Brasil, 1930 – 19501
Pedro Jardel Fonseca Pereira
Doutorando em História
Universidade Federal de Juiz de Fora
E-mail: pedrojardelpereira@gmail.com

Resumo: A partir da década de 1930 no Brasil, a migração interna tornou-se uma realidade
incentivada e financiada pela política migratória, com o objetivo de suprir os Estados do
Sudeste de mão- de - obra. Milhares de trabalhadores do Norte e Nordeste do país
migraram, sobretudo pra São Paulo em busca de trabalho. No entreposto dessa mobilidade
estava Montes Claros, MG. A cidade funcionava como local obrigatório de parada dos
migrantes, pois a mesma sediava um posto avançado da Inspetoria do Trabalhador
Migrante, onde era realizada por médicos uma triagem desses, uma vez aprovados eles
eram vacinados e precisavam aguardar alguns dias de quarentena na cidade.

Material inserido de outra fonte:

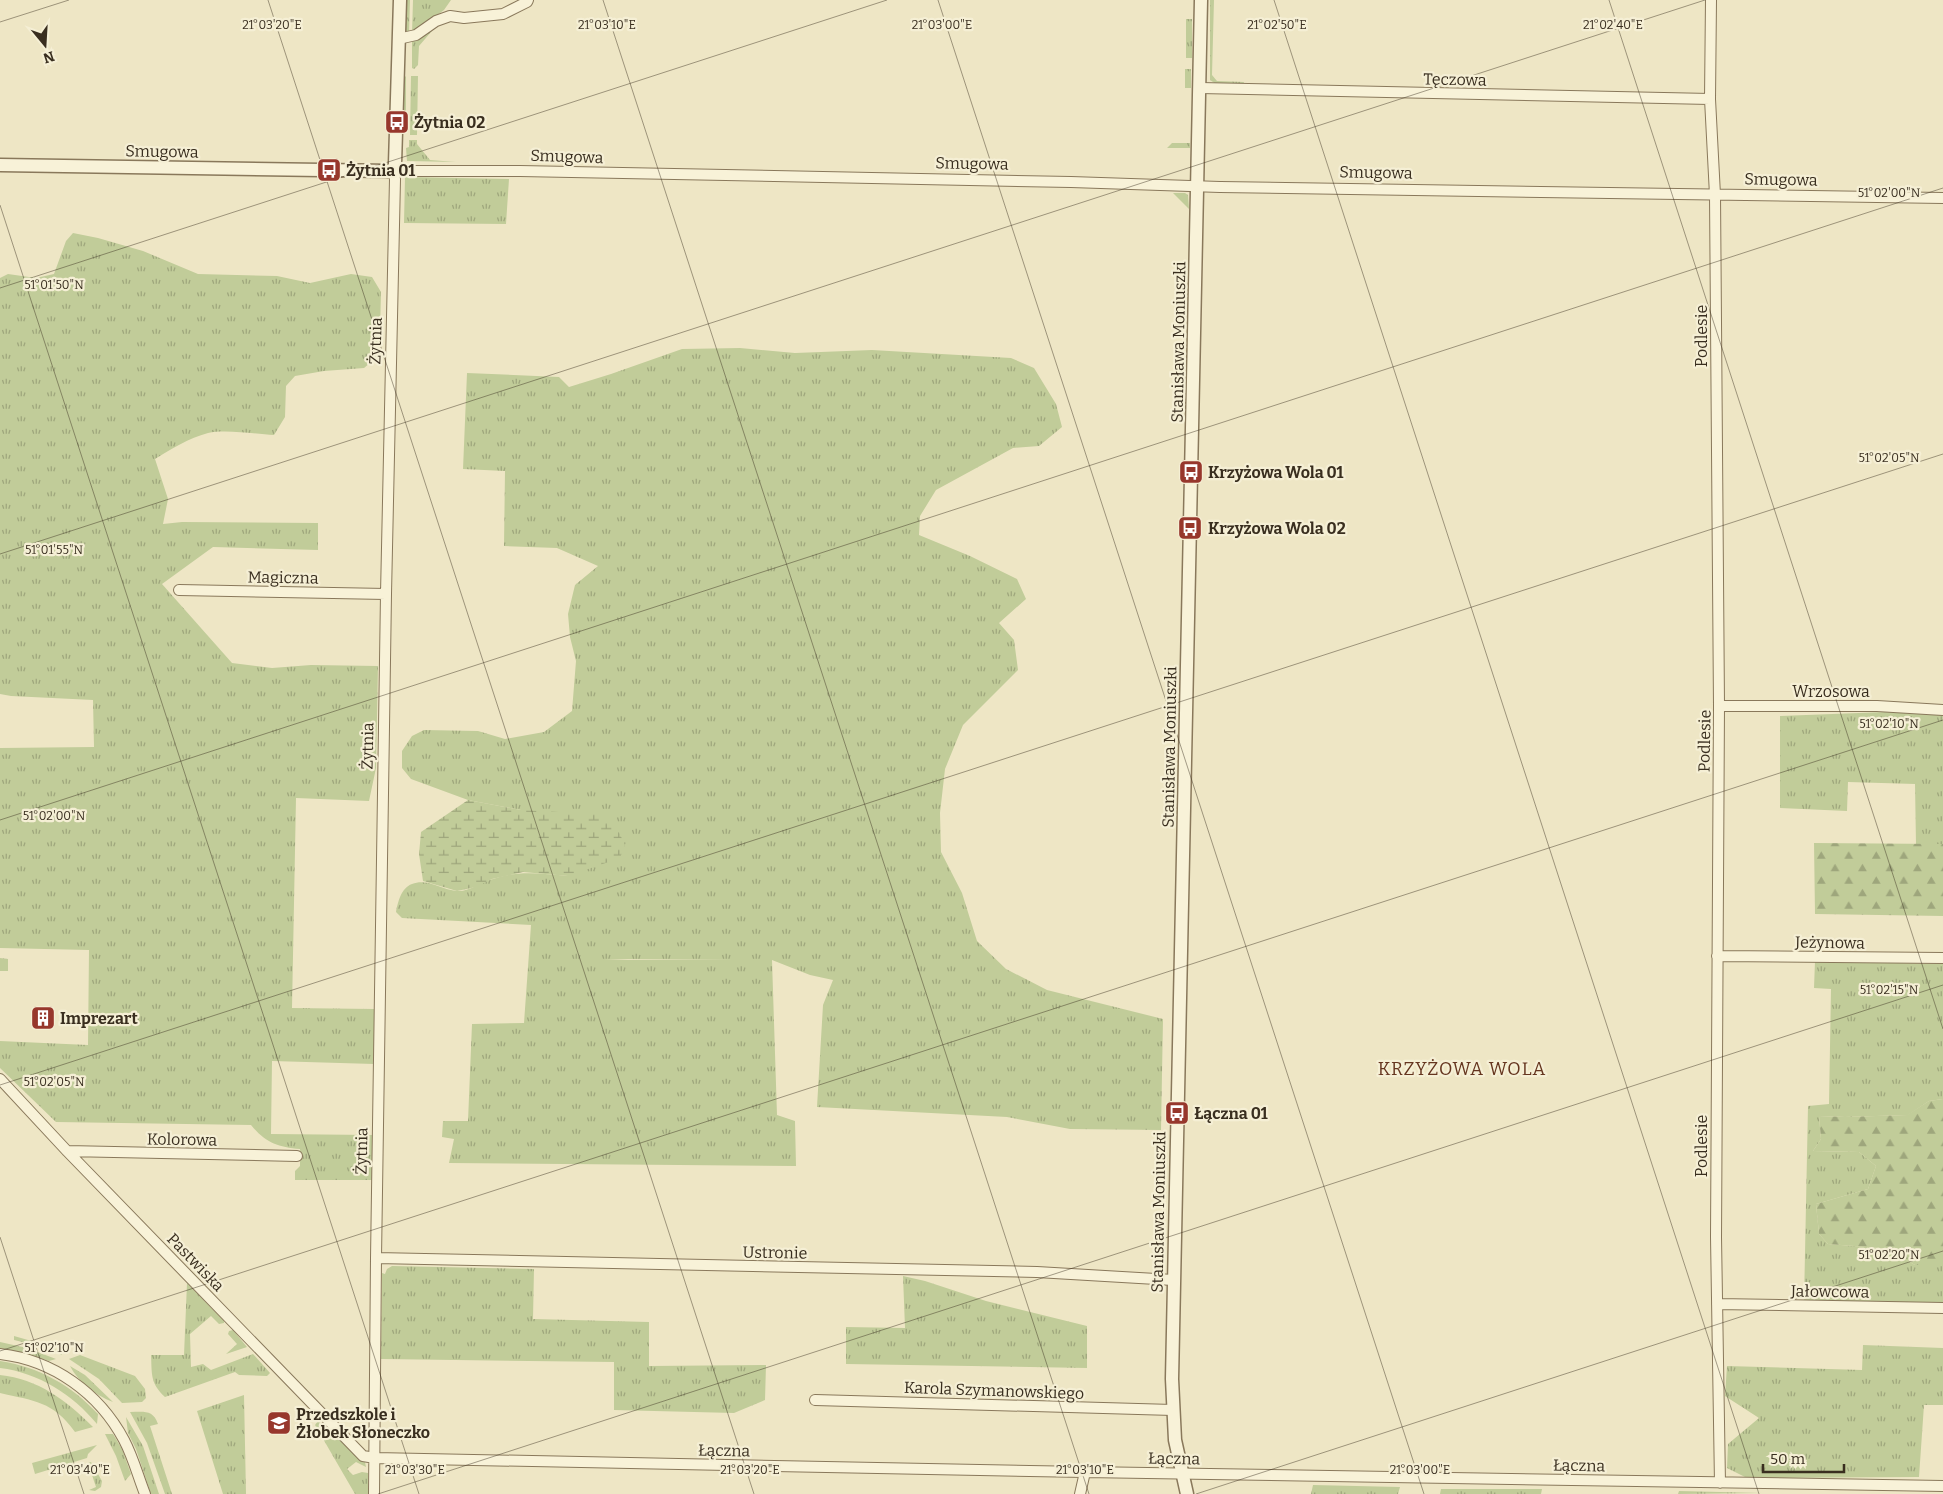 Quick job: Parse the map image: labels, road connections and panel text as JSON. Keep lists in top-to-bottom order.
{
  "streets": {
    "street": [
      "Tęczowa",
      "Smugowa",
      "Podlesie",
      "Żytnia",
      "Stanisława Moniuszki",
      "Magiczna",
      "Wrzosowa",
      "Jeżynowa",
      "Kolorowa",
      "Ustronie",
      "Pastwiska",
      "Jałowcowa",
      "Karola Szymanowskiego",
      "Łączna"
    ]
  },
  "crossings": [
    ["Tęczowa", "Podlesie"],
    ["Tęczowa", "Stanisława Moniuszki"],
    ["Smugowa", "Podlesie"],
    ["Smugowa", "Żytnia"],
    ["Smugowa", "Stanisława Moniuszki"],
    ["Podlesie", "Wrzosowa"],
    ["Podlesie", "Jeżynowa"],
    ["Podlesie", "Jałowcowa"],
    ["Podlesie", "Łączna"],
    ["Żytnia", "Magiczna"],
    ["Żytnia", "Ustronie"],
    ["Żytnia", "Pastwiska"],
    ["Żytnia", "Łączna"],
    ["Stanisława Moniuszki", "Ustronie"],
    ["Stanisława Moniuszki", "Karola Szymanowskiego"],
    ["Stanisława Moniuszki", "Łączna"],
    ["Kolorowa", "Pastwiska"],
    ["Pastwiska", "Łączna"]
  ],
  "districts": ["KRZYŻOWA WOLA"],
  "places": {
    "bus stop": [
      "Żytnia 02",
      "Żytnia 01",
      "Krzyżowa Wola 01",
      "Krzyżowa Wola 02",
      "Łączna 01"
    ],
    "building": ["Imprezart"],
    "school or university": ["Przedszkole i Żłobek Słoneczko"]
  },
  "scale_bar": "50 m",
  "north": "bottom",
  "coordinates": [
    "21°03'20\"E",
    "21°03'10\"E",
    "21°03'00\"E",
    "21°02'50\"E",
    "21°02'40\"E",
    "51°02'00\"N",
    "51°01'50\"N",
    "51°02'05\"N",
    "51°01'55\"N",
    "51°02'10\"N",
    "51°02'15\"N",
    "51°02'20\"N",
    "21°03'40\"E",
    "21°03'30\"E"
  ]
} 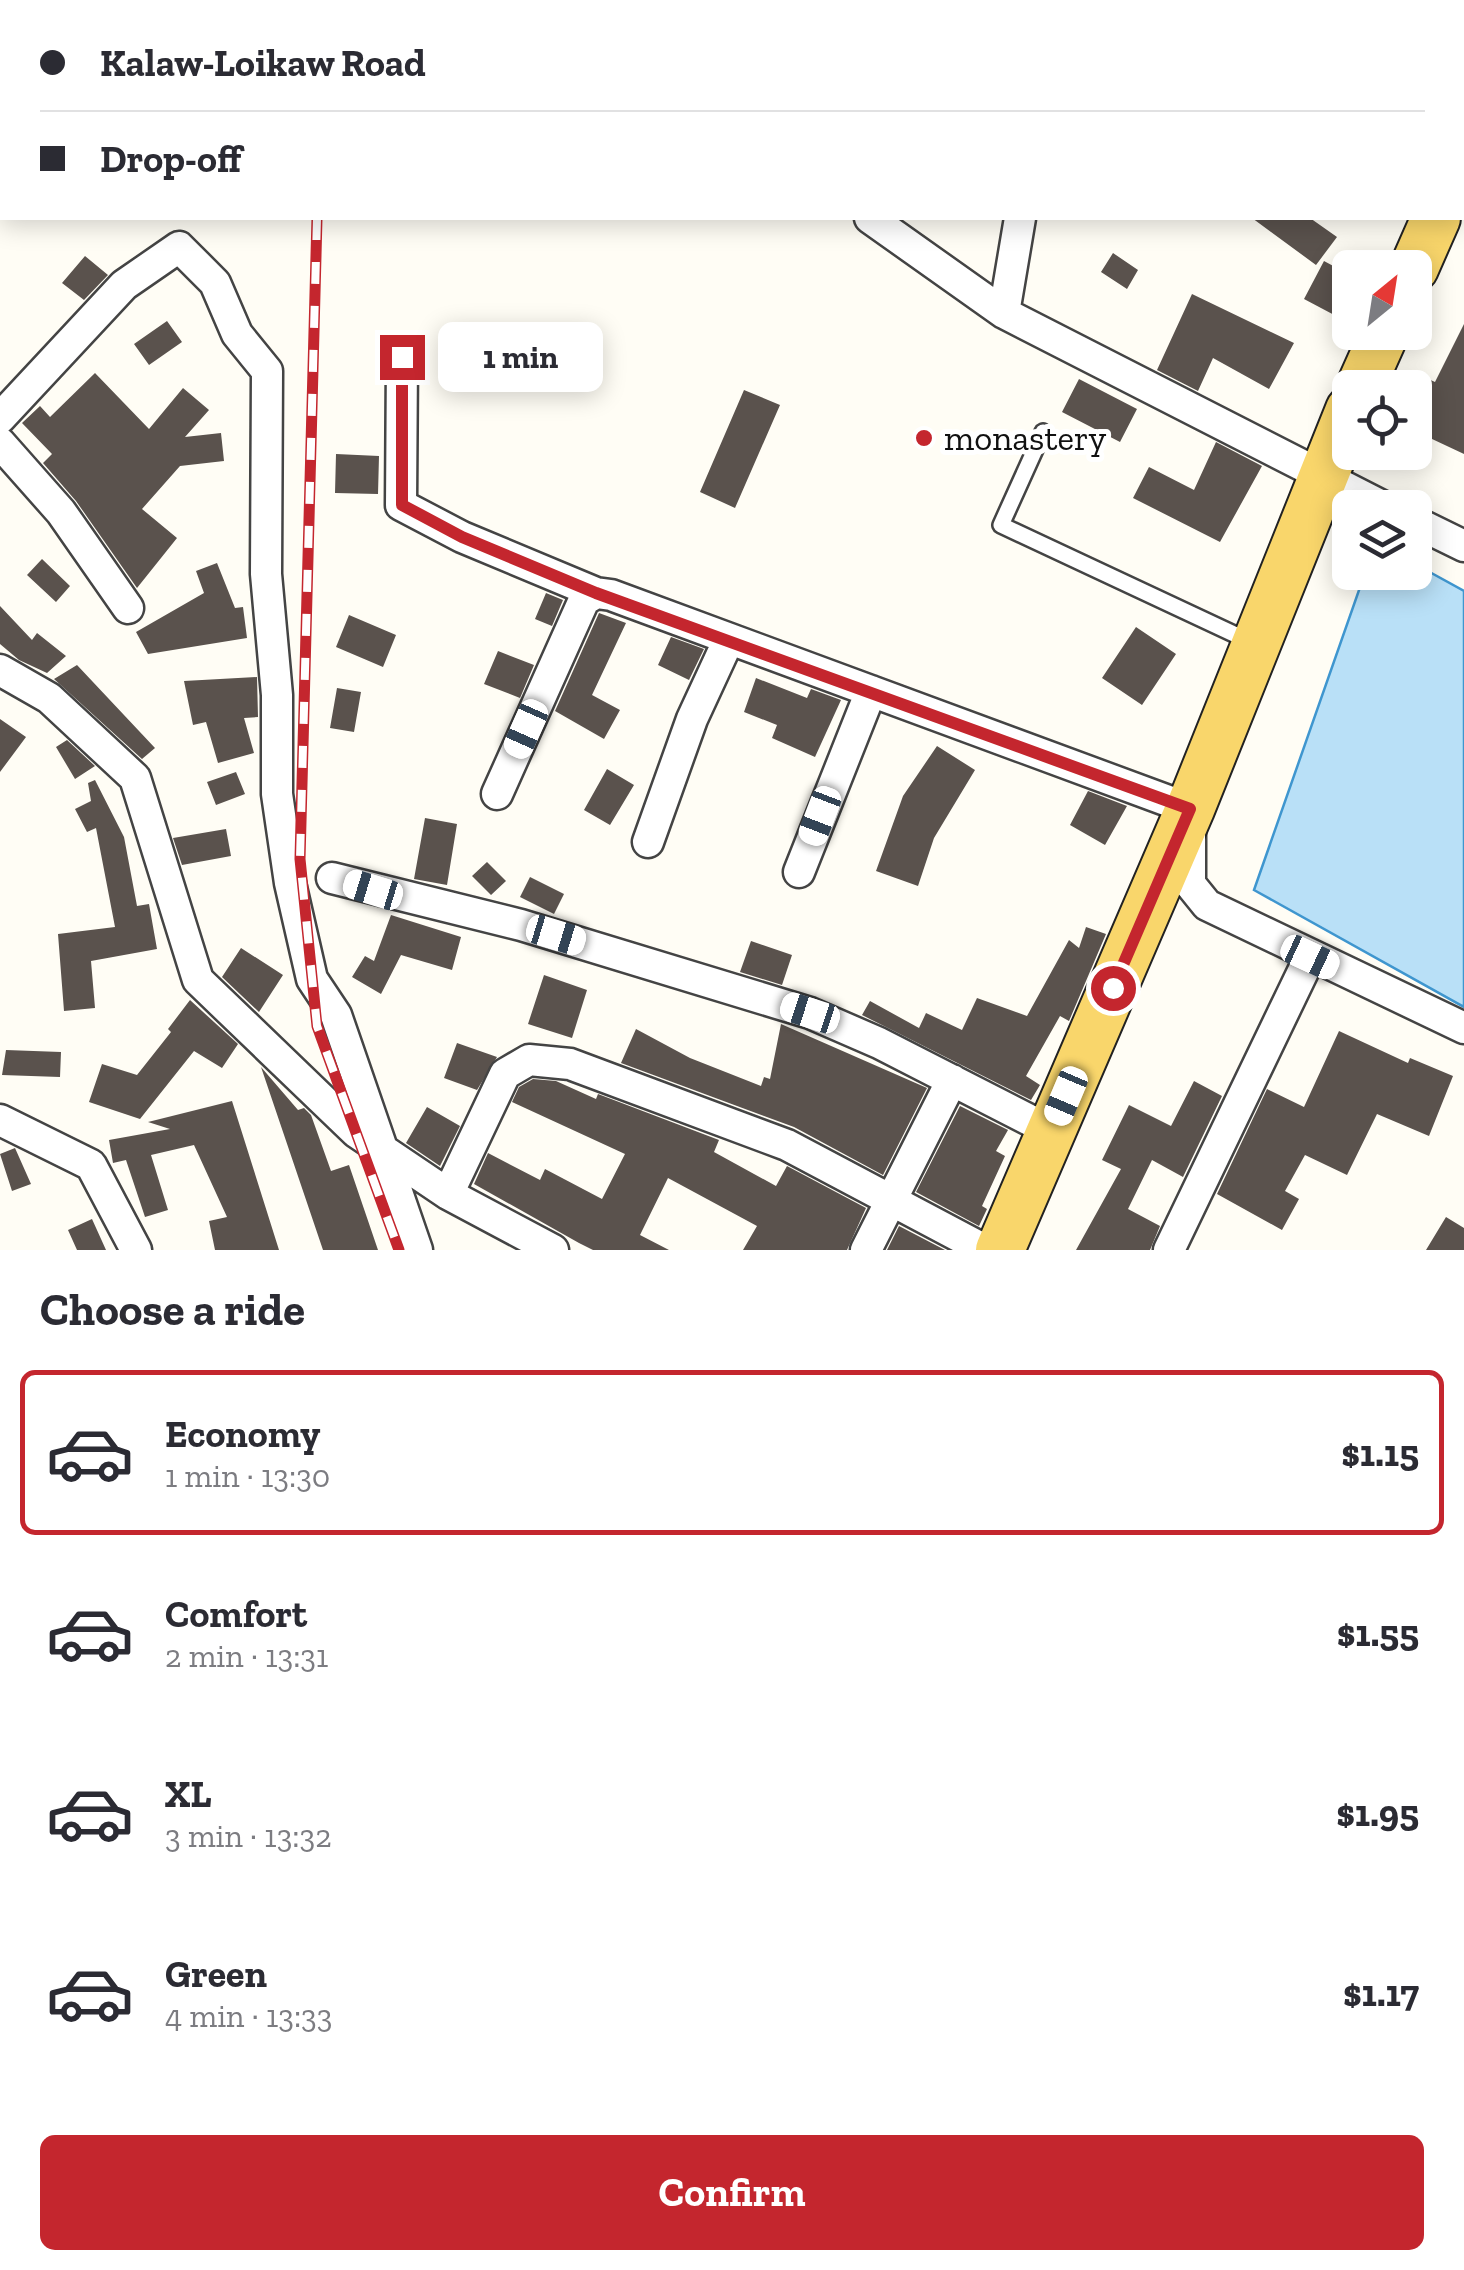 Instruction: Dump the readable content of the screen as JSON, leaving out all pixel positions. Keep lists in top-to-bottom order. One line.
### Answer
{"places":["monastery"],"north":"top right","page":{"banner":["Kalaw-Loikaw Road","Drop-off"],"bubble":"1 min","heading":"Choose a ride","list":[{"name":"Economy","note":"1 min · 13:30","value":"$1.15"},{"name":"Comfort","note":"2 min · 13:31","value":"$1.55"},{"name":"XL","note":"3 min · 13:32","value":"$1.95"},{"name":"Green","note":"4 min · 13:33","value":"$1.17"}],"buttons":"Confirm"}}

Além disso,
recebiam também alimentação, hospedagem e bilhete de passagem gratuito no Trem. Nesse
período, a cidade era ponta de trilhos, local de embarque e desembarque pra toda a região.
Por isso também atraia grandes contingentes pessoas que desejavam embarcar inclusive
para outros estados. Devido os critérios rigorosos adotados pela política migratória, grande
parte desses sujeitos ficava retida em Montes Claros. O objetivo da presente pesquisa é
analisar a atuação da política migratória desse período, e discutir como a mesma foi
responsável por gerar um contexto de controle da migração e exclusão e incertezas na vida
dos trabalhadores que tinham como intenção migrar, sobretudo para São Paulo. Nossa
discussão é fundamentada no estudo de fontes oriundas da imprensa, como o Jornal Gazeta
do Norte, que era o jornal em circulação na cidade na época. A Revista Observatório Econômico e
Financeiro, que tinha sede no Rio de Janeiro. A mesma foi localizada no endereço eletrônico
Hemeroteca da Biblioteca Nacional. Percebemos que nesse período o número de migrantes
chegou a superar o quantitativo de habitantes da área urbana da cidade, que não passava de
8 mil. Enquanto os migrantes foram contabilizados até 12 mil.

Palavras-chave: Migração, política-migratória, exclusão, Montes Claros.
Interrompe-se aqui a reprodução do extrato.